A: In 1998 the Navy and Department of Defense (DoD) began writing mass notification system (MNS) requirements covering not only entire military bases, but also sleeping facilities with 11 or more unaccompanied persons and military family housing with 13 or more family units in one building.
The DoD first published the Minimum Anti-Terrorism Standards for Buildings which requires a “timely means to notify occupants of threats and instruct them what to do in response to those (terrorist) threats.” The DoD then published the Unified Facilities Criteria 4-021-01 to comply with the following three areas:
1. How to implement the mass notification requirements detailed in the above DoD “anti-terrorism standard.” If you are a government contractor supplying MNS, then you are already aware of conflicting requirements for the operation, interface and listing for this type of equipment. It is intended that these systems have the ability to be activated by secure stations, including encrypted remote radio signals from military commanders. The MNS will incorporate clear or amber strobes, with various text (“alert” “evacuate” “fire”) pop-up computer messages.

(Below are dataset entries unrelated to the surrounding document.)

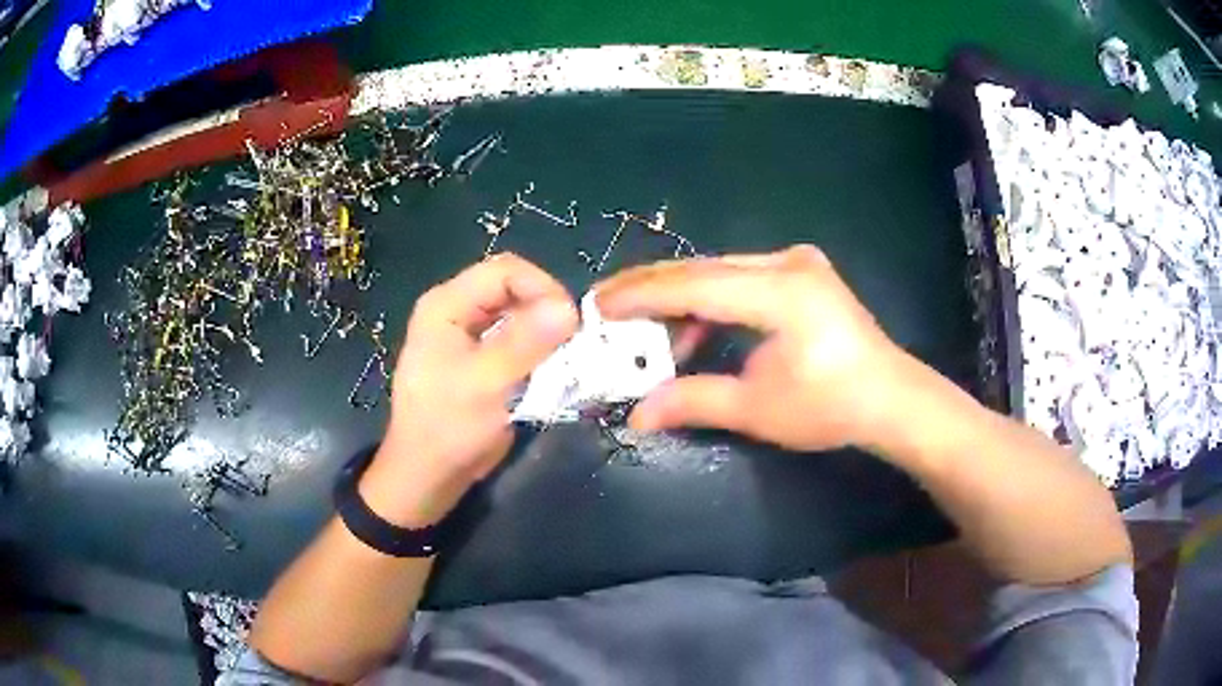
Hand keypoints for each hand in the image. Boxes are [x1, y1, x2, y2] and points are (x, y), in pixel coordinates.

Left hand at [360, 254, 577, 527]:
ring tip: (568, 352)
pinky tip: (553, 365)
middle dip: (546, 307)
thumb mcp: (486, 384)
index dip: (542, 287)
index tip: (571, 322)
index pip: (504, 271)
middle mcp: (456, 310)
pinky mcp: (481, 358)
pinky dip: (538, 347)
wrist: (429, 474)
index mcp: (446, 305)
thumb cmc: (448, 428)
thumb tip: (570, 308)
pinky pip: (516, 338)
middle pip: (512, 288)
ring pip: (517, 312)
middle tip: (573, 339)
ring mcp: (468, 334)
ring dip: (545, 329)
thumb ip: (526, 343)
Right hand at [596, 245, 910, 452]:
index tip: (597, 305)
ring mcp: (798, 262)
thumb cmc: (831, 408)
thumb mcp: (757, 409)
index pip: (695, 285)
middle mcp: (787, 262)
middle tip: (605, 304)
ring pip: (720, 270)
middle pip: (704, 269)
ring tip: (644, 325)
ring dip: (681, 297)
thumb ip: (693, 401)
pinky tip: (694, 325)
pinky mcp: (802, 272)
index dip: (641, 295)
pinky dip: (712, 299)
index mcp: (781, 292)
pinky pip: (742, 276)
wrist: (891, 399)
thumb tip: (636, 415)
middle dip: (652, 289)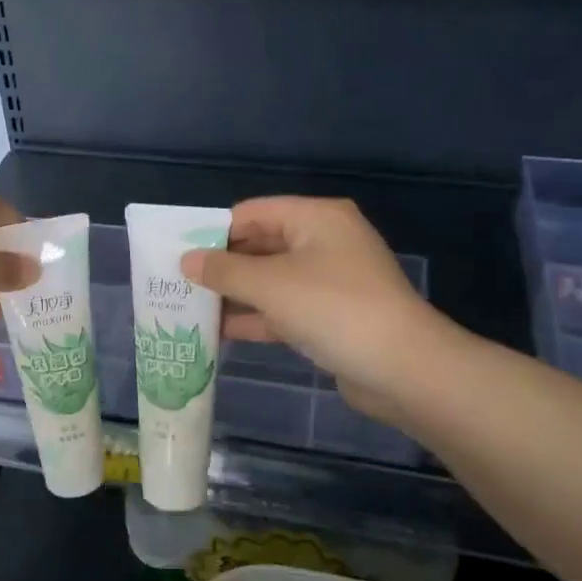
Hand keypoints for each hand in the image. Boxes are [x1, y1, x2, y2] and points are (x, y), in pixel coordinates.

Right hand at [180, 197, 447, 407]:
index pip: (253, 212)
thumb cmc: (333, 308)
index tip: (179, 252)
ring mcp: (330, 281)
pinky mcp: (332, 316)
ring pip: (271, 280)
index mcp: (316, 218)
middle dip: (223, 264)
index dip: (215, 230)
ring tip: (190, 307)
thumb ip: (224, 270)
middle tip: (178, 281)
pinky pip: (285, 308)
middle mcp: (325, 242)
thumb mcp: (270, 285)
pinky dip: (257, 316)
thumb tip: (186, 260)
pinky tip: (221, 332)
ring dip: (236, 293)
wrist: (403, 368)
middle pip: (262, 245)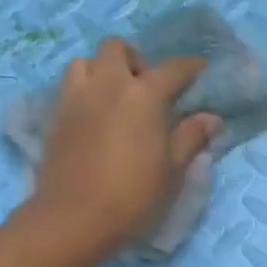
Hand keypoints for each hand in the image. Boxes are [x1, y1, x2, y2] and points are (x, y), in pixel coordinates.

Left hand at [14, 37, 220, 264]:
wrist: (75, 218)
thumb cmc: (134, 195)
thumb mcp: (173, 170)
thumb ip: (191, 137)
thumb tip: (211, 117)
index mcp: (143, 96)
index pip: (172, 68)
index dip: (191, 66)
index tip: (201, 69)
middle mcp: (107, 85)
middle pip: (117, 48)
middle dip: (136, 60)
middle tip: (149, 87)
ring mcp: (75, 97)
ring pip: (86, 61)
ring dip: (104, 70)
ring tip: (117, 98)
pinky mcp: (55, 116)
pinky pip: (70, 86)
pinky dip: (86, 90)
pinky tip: (97, 117)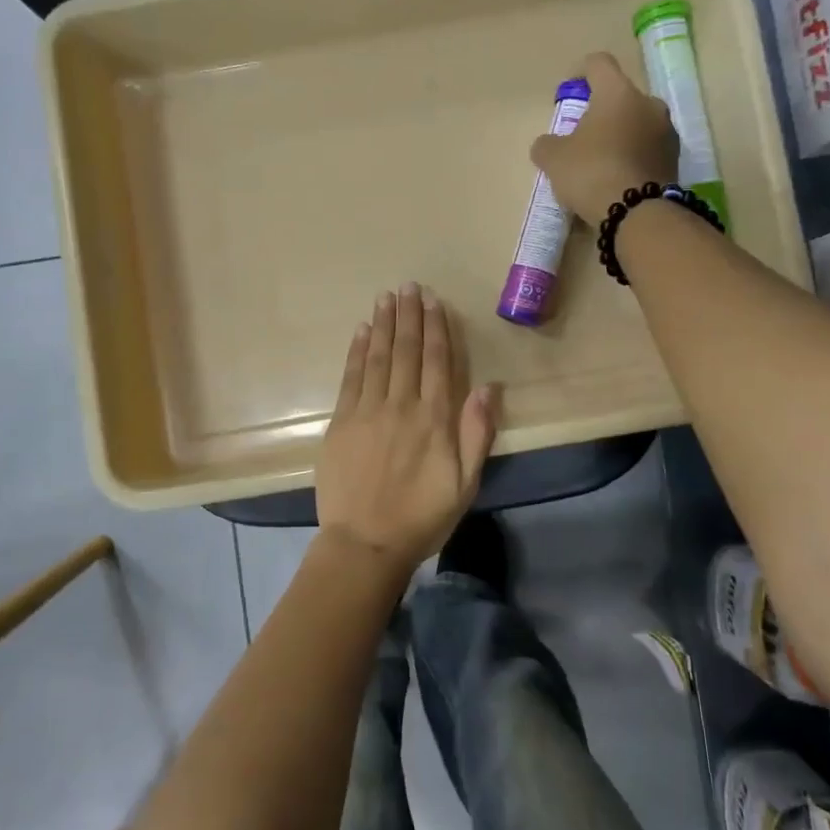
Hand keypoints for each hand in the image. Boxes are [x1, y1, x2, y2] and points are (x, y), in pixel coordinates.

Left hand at [315, 283, 498, 566]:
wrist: (365, 543)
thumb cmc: (422, 518)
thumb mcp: (465, 484)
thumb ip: (477, 433)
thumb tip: (488, 387)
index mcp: (434, 419)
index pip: (436, 362)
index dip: (436, 329)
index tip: (434, 302)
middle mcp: (401, 406)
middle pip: (405, 351)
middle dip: (409, 316)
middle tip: (409, 286)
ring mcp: (366, 412)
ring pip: (377, 357)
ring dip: (383, 324)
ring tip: (386, 297)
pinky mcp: (340, 423)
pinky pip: (350, 377)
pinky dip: (356, 351)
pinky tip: (361, 331)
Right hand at [530, 51, 679, 221]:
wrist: (636, 213)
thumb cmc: (591, 172)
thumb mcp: (554, 159)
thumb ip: (546, 145)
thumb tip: (547, 144)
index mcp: (618, 92)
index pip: (599, 63)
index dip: (580, 72)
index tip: (568, 91)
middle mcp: (648, 103)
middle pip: (621, 97)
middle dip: (602, 112)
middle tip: (583, 136)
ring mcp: (666, 131)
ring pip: (637, 123)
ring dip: (620, 135)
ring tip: (602, 162)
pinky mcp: (675, 159)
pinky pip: (648, 149)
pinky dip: (633, 156)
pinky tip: (618, 178)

2. To comply with President’s Bush’s Executive Order 13407 that stated, “It is the policy of the United States to have an effective, reliable, integrated, flexible and comprehensive system to alert and warn the American people in situations of war, terrorist attack, natural disaster or other hazards to public safety and well-being (public alert and warning system), taking appropriate account of the functions, capabilities and needs of the private sector and of all levels of government in our Federal system and to ensure that under all conditions the President can communicate with the American people.” Bush plans to include “the public alert and warning system with the capability to alert and warn all Americans, including those with disabilities and those without an understanding of the English language.”
3. To implement national design standards and recommendations for mass notification systems as provided in NFPA 72. To accomplish this many subtle changes were needed to be made to the text of 72. Military contractors will install outdoor “Wide Area” MNS and “Individual Building” MNS, which are intended to provide real-time information to personnel within and in the immediate vicinity or 31 feet of the buildings on a DoD Installation.” This standard also stated, “In most cases the simplest and most economical approach for new construction will be to install a combined system that performs both as an Individual Building MNS and as the building fire alarm/voice evacuation system.” This standard also requires that “The Individual Building MNS shall be designed under the supervision of a registered Fire Protection Engineer, by a registered professional engineer having at least four years of current experience in the design of fire protection and detection systems, or by an engineering technologist qualified at National Institute for Certification in Engineering Technologies (NICET) Level IV in fire alarm systems.”
It’s a complex subject, but an appropriate one and necessary to protect lives and evacuate occupants safely and quickly from the protected premises. It also represents a possible new installation emphasis, one that could lead to ongoing and repeat business.